Now for some remarks. I usually make fun of mathematicians who number remarks in their paper—when they’re at a party, do they number their jokes? But I feel like numbering these, so you can easily skip them if you want:

1) Last time I said that varieties in $\texttt{Class}_n$ have to be smooth. This time I’ve dropped that condition! The reason is that last time I wanted to reassure skeptics by pointing out that our varieties could also be seen as Kähler manifolds, as traditional in geometric quantization. But when we do examples, it will also be fun to geometrically quantize non-smooth varieties, like those on top of these articles. (These pictures were drawn by Abdelaziz Nait Merzouk, and you can learn more by clicking on them.)

2) Everything I’m doing today would also work if we drop the condition that our varieties be linearly normal! However, when I geometrically quantize a projective variety $M,$ I want to get the vector space of all sections of the dual of the tautological line bundle on $M.$ The functors $\texttt{Q}_n$ only do this job if and only if $M$ is linearly normal. Otherwise they give a smaller vector space! So, I don’t think I want to drop linear normality.

It’s probably worth emphasizing that linear normality is an ‘extrinsic’ condition, depending not only on a variety but on its embedding in projective space. Later I will try a more ‘intrinsic’ approach to geometric quantization.

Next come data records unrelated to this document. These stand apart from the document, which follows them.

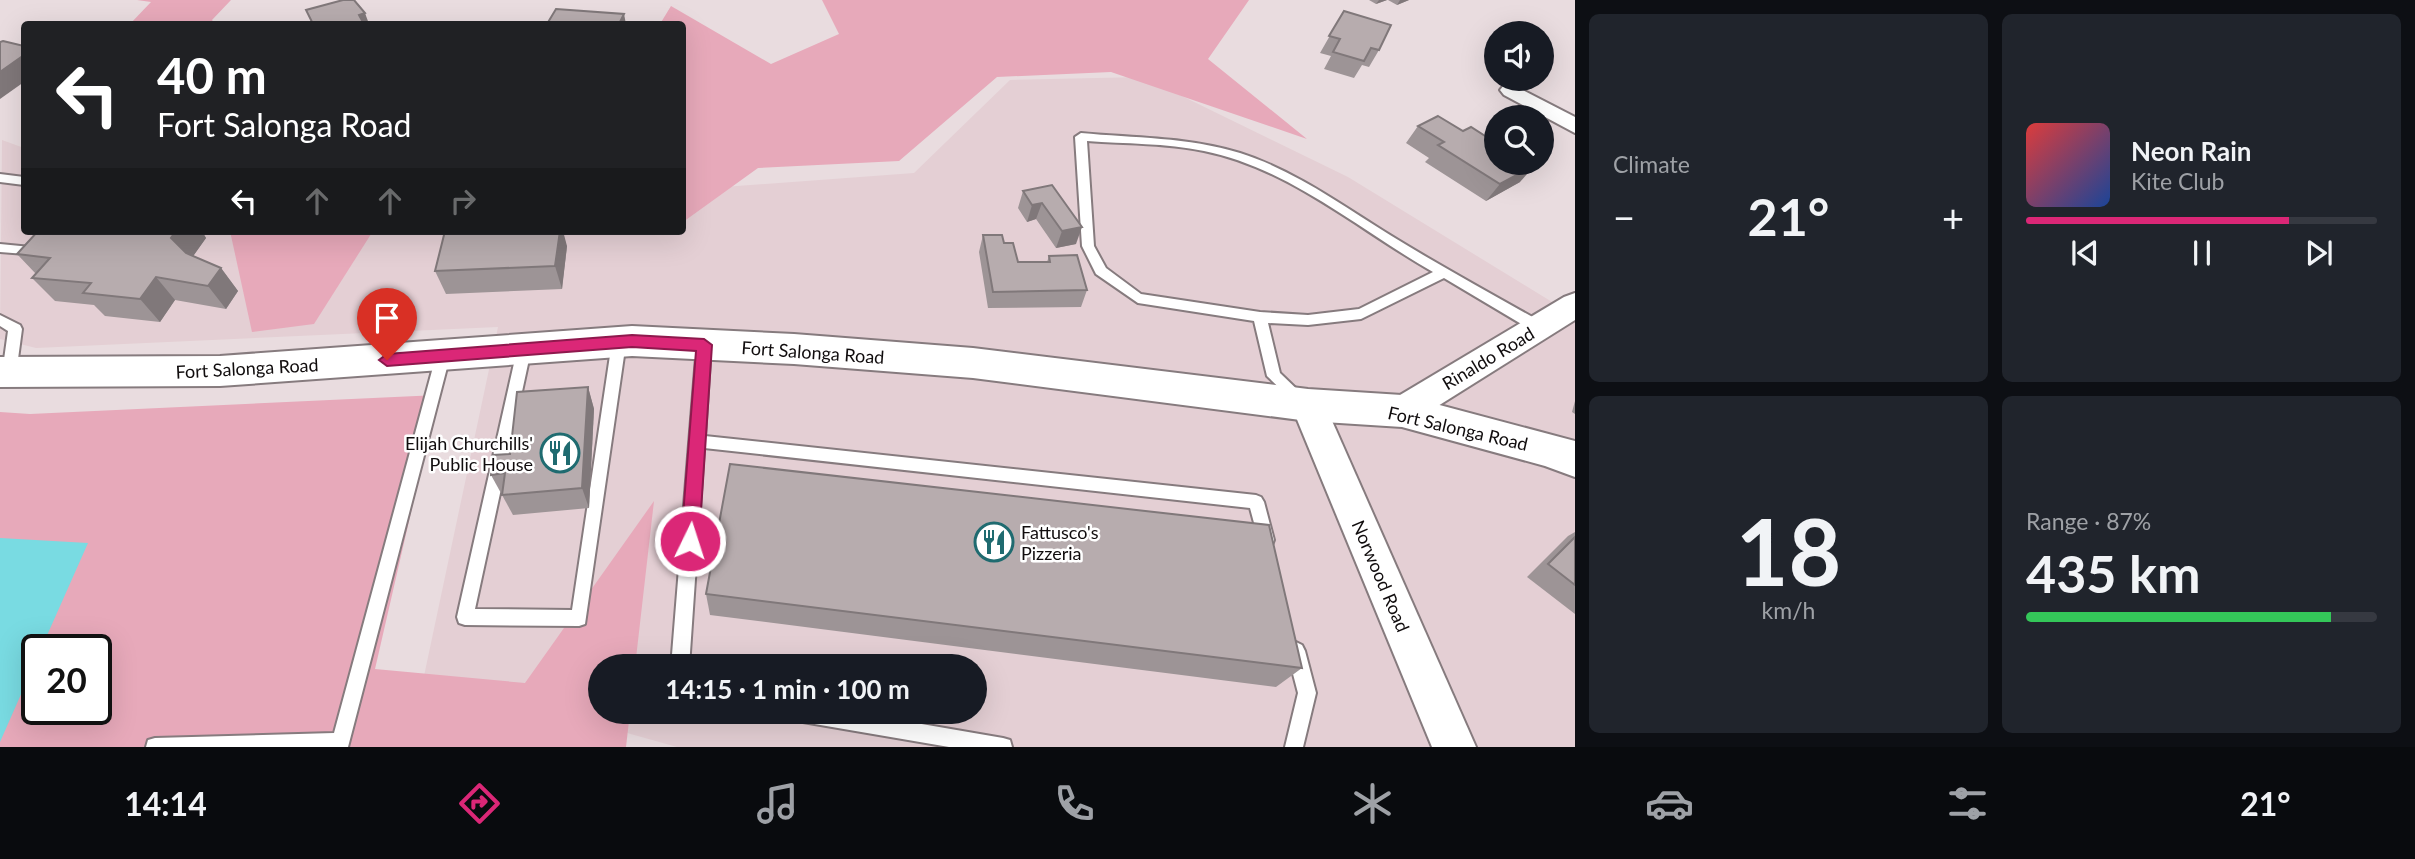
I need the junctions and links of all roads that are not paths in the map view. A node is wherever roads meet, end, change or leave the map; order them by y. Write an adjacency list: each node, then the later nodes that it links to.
1 (1513, 91): 2 (street)
2 (1575, 126)
3 (0, 178): 4 (lane)
4 (21, 181)
5 (49, 235): 6 (lane)
6 (0, 247)
7 (1444, 272): 9 (lane); 9 (lane); 11 (lane)
8 (1575, 305): 11 (street, Rinaldo Road)
9 (1259, 317): 17 (lane)
10 (0, 320): 16 (lane)
11 (1538, 327): 18 (street, Rinaldo Road)
12 (619, 342): 13 (main road, Fort Salonga Road); 14 (main road, Fort Salonga Road); 14 (lane)
13 (704, 345): 17 (main road, Fort Salonga Road); 19 (lane)
14 (524, 350): 15 (main road, Fort Salonga Road)
15 (443, 356): 16 (main road, Fort Salonga Road); 25 (lane)
16 (5, 373)
17 (1308, 405): 18 (main road, Fort Salonga Road); 28 (street, Norwood Road)
18 (1402, 411): 20 (main road, Fort Salonga Road)
19 (697, 441): 21 (lane); 23 (lane)
20 (1575, 459)
21 (1270, 553)
22 (1290, 630): 27 (lane)
23 (681, 654)
24 (868, 724): 26 (lane)
25 (155, 747)
26 (1003, 747)
27 (1294, 747)
28 (1454, 747)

3) Everything I’m doing today would also work over an arbitrary field! I’m sticking to the complex numbers to keep physicists from thinking I’ve gone off the deep end. But it could be very interesting, at least for algebraists, to work more generally.

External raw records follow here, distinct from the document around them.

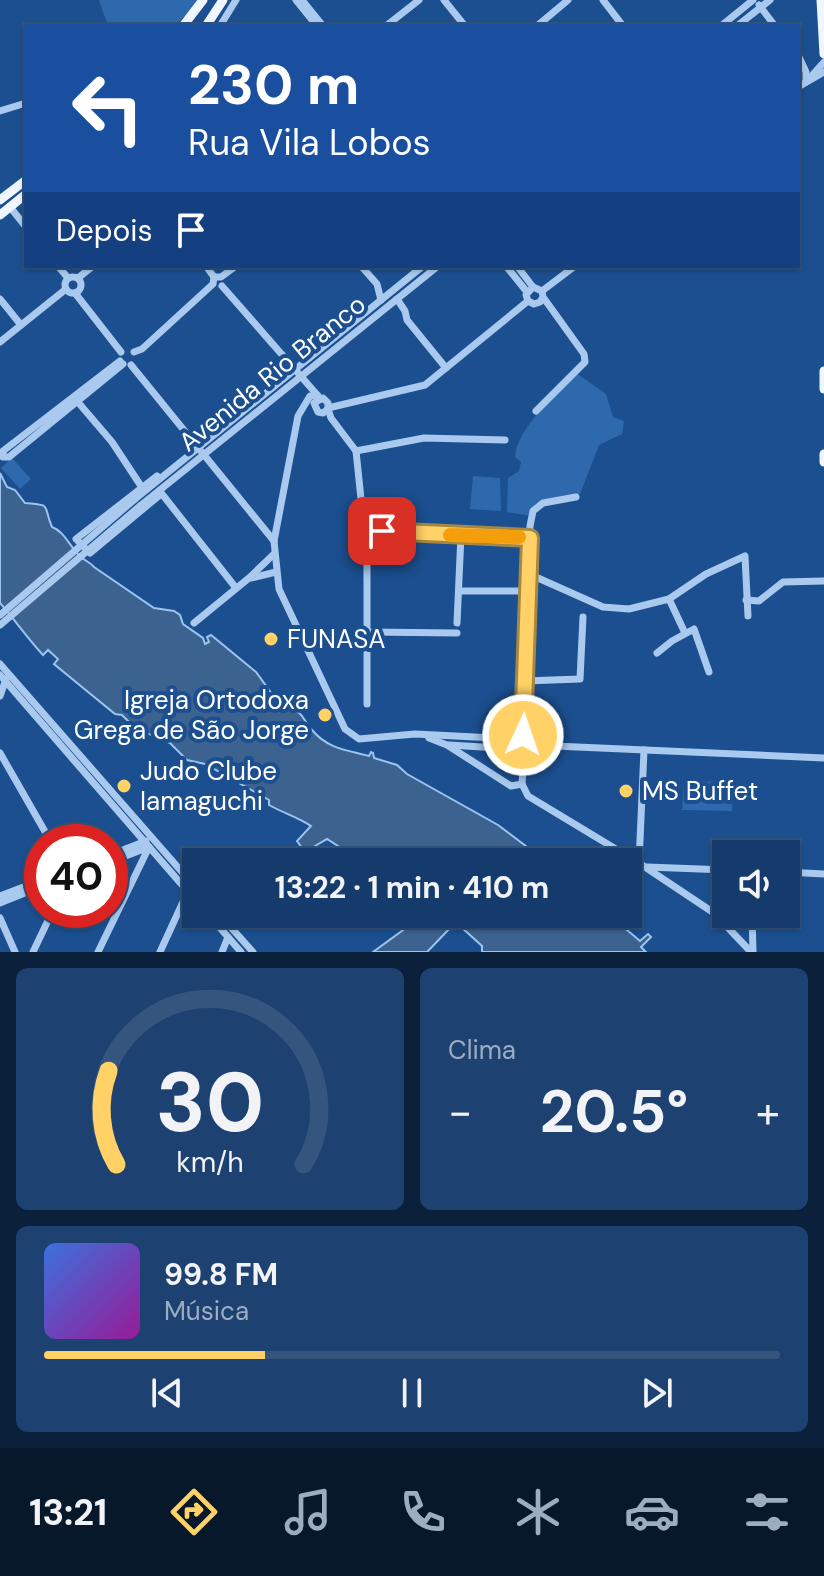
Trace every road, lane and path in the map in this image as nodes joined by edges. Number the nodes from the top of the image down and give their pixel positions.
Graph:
1 (223, 0) edge
2 (236, 0) edge
3 (299, 0) edge
4 (419, 0) edge
5 (444, 0) edge
6 (568, 0) edge
7 (603, 0) edge
8 (770, 0) edge
9 (821, 0) edge
10 (203, 1) edge
11 (756, 2) edge
12 (185, 24) edge
13 (192, 24) edge
14 (207, 24) edge
15 (221, 24) edge
16 (316, 24) edge
17 (321, 24) edge
18 (389, 24) edge
19 (463, 24) edge
20 (539, 24) edge
21 (621, 24) edge
22 (724, 24) edge
23 (739, 24) edge
24 (773, 24) edge
25 (824, 54) edge
26 (800, 57) edge
27 (800, 58) edge
28 (824, 62) edge
29 (820, 70) edge
30 (806, 81) junction
31 (800, 86) edge
32 (24, 104) edge
33 (0, 111) edge
34 (23, 182) edge
35 (24, 196) edge
36 (0, 200) edge
37 (10, 207) junction
38 (0, 215) edge
39 (24, 224) edge
40 (60, 268) edge
41 (90, 268) edge
42 (208, 268) edge
43 (234, 268) edge
44 (363, 268) edge
45 (421, 268) edge
46 (435, 268) edge
47 (508, 268) edge
48 (518, 268) edge
49 (573, 268) edge
50 (73, 278) junction
51 (218, 281) junction
52 (377, 284) junction
53 (66, 289) junction
54 (530, 290) junction
55 (75, 293) junction
56 (395, 295) junction
57 (541, 297) junction
58 (0, 299) edge
59 (381, 300) junction
60 (528, 301) junction
61 (21, 325) junction
62 (0, 342) edge
63 (134, 352) junction
64 (124, 360) junction
65 (446, 368) junction
66 (824, 371) edge
67 (298, 374) junction
68 (824, 389) edge
69 (307, 400) junction
70 (77, 401) junction
71 (325, 405) junction
72 (536, 411) dead end
73 (298, 416) junction
74 (331, 418) junction
75 (505, 440) dead end
76 (201, 450) junction
77 (356, 451) junction
78 (824, 454) edge
79 (824, 462) edge
80 (166, 473) junction
81 (168, 482) junction
82 (141, 486) junction
83 (162, 494) junction
84 (576, 497) dead end
85 (138, 502) junction
86 (367, 531) junction
87 (461, 535) junction
88 (530, 538) junction
89 (272, 539) junction
90 (274, 553) junction
91 (276, 572) junction
92 (529, 574) junction
93 (249, 578) junction
94 (824, 581) edge
95 (236, 588) junction
96 (563, 589) junction
97 (459, 591) junction
98 (528, 591) junction
99 (669, 599) junction
100 (565, 600) dead end
101 (746, 600) junction
102 (0, 615) edge
103 (748, 616) dead end
104 (583, 617) dead end
105 (194, 623) dead end
106 (457, 623) dead end
107 (0, 625) edge
108 (368, 632) junction
109 (457, 633) dead end
110 (685, 633) junction
111 (657, 653) dead end
112 (0, 664) edge
113 (709, 672) dead end
114 (5, 677) edge
115 (525, 681) junction
116 (0, 696) edge
117 (367, 704) dead end
118 (415, 734) junction
119 (519, 737) junction
120 (447, 745) junction
121 (532, 745) junction
122 (515, 749) junction
123 (644, 750) junction
124 (0, 753) edge
125 (524, 753) junction
126 (824, 758) edge
127 (522, 784) junction
128 (41, 824) edge
129 (150, 843) junction
130 (614, 848) edge
131 (128, 850) edge
132 (135, 853) junction
133 (128, 856) edge
134 (143, 860) junction
135 (642, 865) junction
136 (712, 869) edge
137 (800, 873) edge
138 (824, 874) edge
139 (182, 879) edge
140 (24, 887) edge
141 (24, 894) edge
142 (0, 896) edge
143 (0, 905) edge
144 (182, 909) edge
145 (0, 918) edge
146 (44, 928) edge
147 (223, 928) edge
148 (227, 928) edge
149 (752, 928) edge
150 (6, 929) junction
151 (233, 938) junction
152 (15, 952) edge
153 (33, 952) edge
154 (98, 952) edge
155 (160, 952) edge
156 (222, 952) edge
157 (241, 952) edge
158 (253, 952) edge
159 (752, 952) edge

1 - 14 main road
2 - 15 street
3 - 16 street
3 - 17 street
4 - 18 street
5 - 19 street
6 - 20 street
7 - 21 street
8 - 11 street
9 - 25 main road
10 - 12 main road
10 - 13 main road
11 - 22 street
11 - 23 street
11 - 24 street
26 - 29 street
27 - 30 street
28 - 29 street
29 - 30 street
30 - 31 street
32 - 33 street
34 - 36 main road
34 - 37 main road
35 - 37 main road
37 - 38 main road
37 - 39 street
40 - 50 street
41 - 50 street
42 - 51 street
43 - 51 street
44 - 52 street
45 - 56 street, Avenida Rio Branco
46 - 56 street, Avenida Rio Branco
47 - 54 street
48 - 54 street
49 - 57 street
50 - 53 street
50 - 55 street
51 - 63 street
51 - 67 street
52 - 56 street
52 - 59 street
53 - 55 street
53 - 61 street
54 - 57 street
54 - 60 street
55 - 64 street
56 - 59 street, Avenida Rio Branco
56 - 65 street
56 - 67 street, Avenida Rio Branco
57 - 60 street
57 - 72 street
58 - 61 street
59 - 67 street, Avenida Rio Branco
60 - 65 street
61 - 62 street
63 - 64 street
63 - 64 street
64 - 70 street
64 - 70 street
64 - 76 street
65 - 71 street
66 - 68 main road
67 - 69 street
67 - 71 street
67 - 76 street, Avenida Rio Branco
69 - 71 street
69 - 73 street
70 - 82 street
71 - 73 street
71 - 74 street
71 - 74 street
73 - 89 street
74 - 77 street
75 - 77 street
76 - 80 street, Avenida Rio Branco
76 - 81 street, Avenida Rio Branco
76 - 89 street
77 - 86 street
78 - 79 main road
80 - 82 street, Avenida Rio Branco
80 - 85 street, Avenida Rio Branco
81 - 83 street, Avenida Rio Branco
81 - 85 street, Avenida Rio Branco
82 - 83 street, Avenida Rio Branco
83 - 95 street
84 - 88 street
85 - 102 street, bridge
85 - 107 street, bridge
86 - 87 street
86 - 108 street
87 - 88 street
87 - 97 street
88 - 92 street
89 - 90 street
90 - 91 street
90 - 93 street
91 - 93 street
91 - 118 street
92 - 96 street
92 - 98 street
93 - 95 street
94 - 101 street
95 - 105 street
96 - 99 street
96 - 100 street
97 - 98 street
97 - 106 street
98 - 115 street
99 - 101 street
99 - 110 street
101 - 103 street
104 - 115 street
108 - 109 street
108 - 117 street
110 - 111 street
110 - 113 street
112 - 114 street
114 - 116 street
114 - 129 street
115 - 119 street
118 - 119 street
118 - 120 street
119 - 121 street
119 - 122 street
120 - 122 street
120 - 127 street
121 - 123 street
121 - 125 street
122 - 125 street
123 - 126 street
123 - 135 street
124 - 128 street
125 - 127 street
127 - 130 street
129 - 131 street
129 - 132 street
129 - 134 street
129 - 139 street
132 - 133 street
132 - 134 street
134 - 154 street
135 - 136 street
135 - 159 street
137 - 138 street
140 - 142 street
141 - 143 street
143 - 150 street
144 - 155 street
145 - 150 street
146 - 153 street
147 - 151 street
148 - 151 street
149 - 159 street
150 - 152 street
151 - 156 street
151 - 157 street
151 - 158 street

Okay, enough ‘remarks’—back to the main track. It’s a bit annoying to separately study geometric quantization for varieties in $\mathbb{C}\mathrm{P}^{n-1}$ for each different $n.$ We can get around this as follows.

For each $n$ we have an inclusion

$\mathbb{C}^n \to \mathbb{C}^{n+1}$

sending each vector to the same list of numbers with a zero tacked on at the end. This gives an inclusion of posets

$\texttt{Class}_{n-1} \hookrightarrow \texttt{Class}_n$

So, we can take the colimit of the diagram

$\cdots \hookrightarrow \texttt{Class}_{n-1} \hookrightarrow \texttt{Class}_n \hookrightarrow \texttt{Class}_{n+1} \hookrightarrow \cdots$

or in more lowbrow terms, the union of all the posets $\texttt{Class}_n,$ each included in the next, and get a big poset I’ll call $\texttt{Class}.$ (Sorry, this notation conflicts with the one I used last time. I should have put subscripts everywhere last time.)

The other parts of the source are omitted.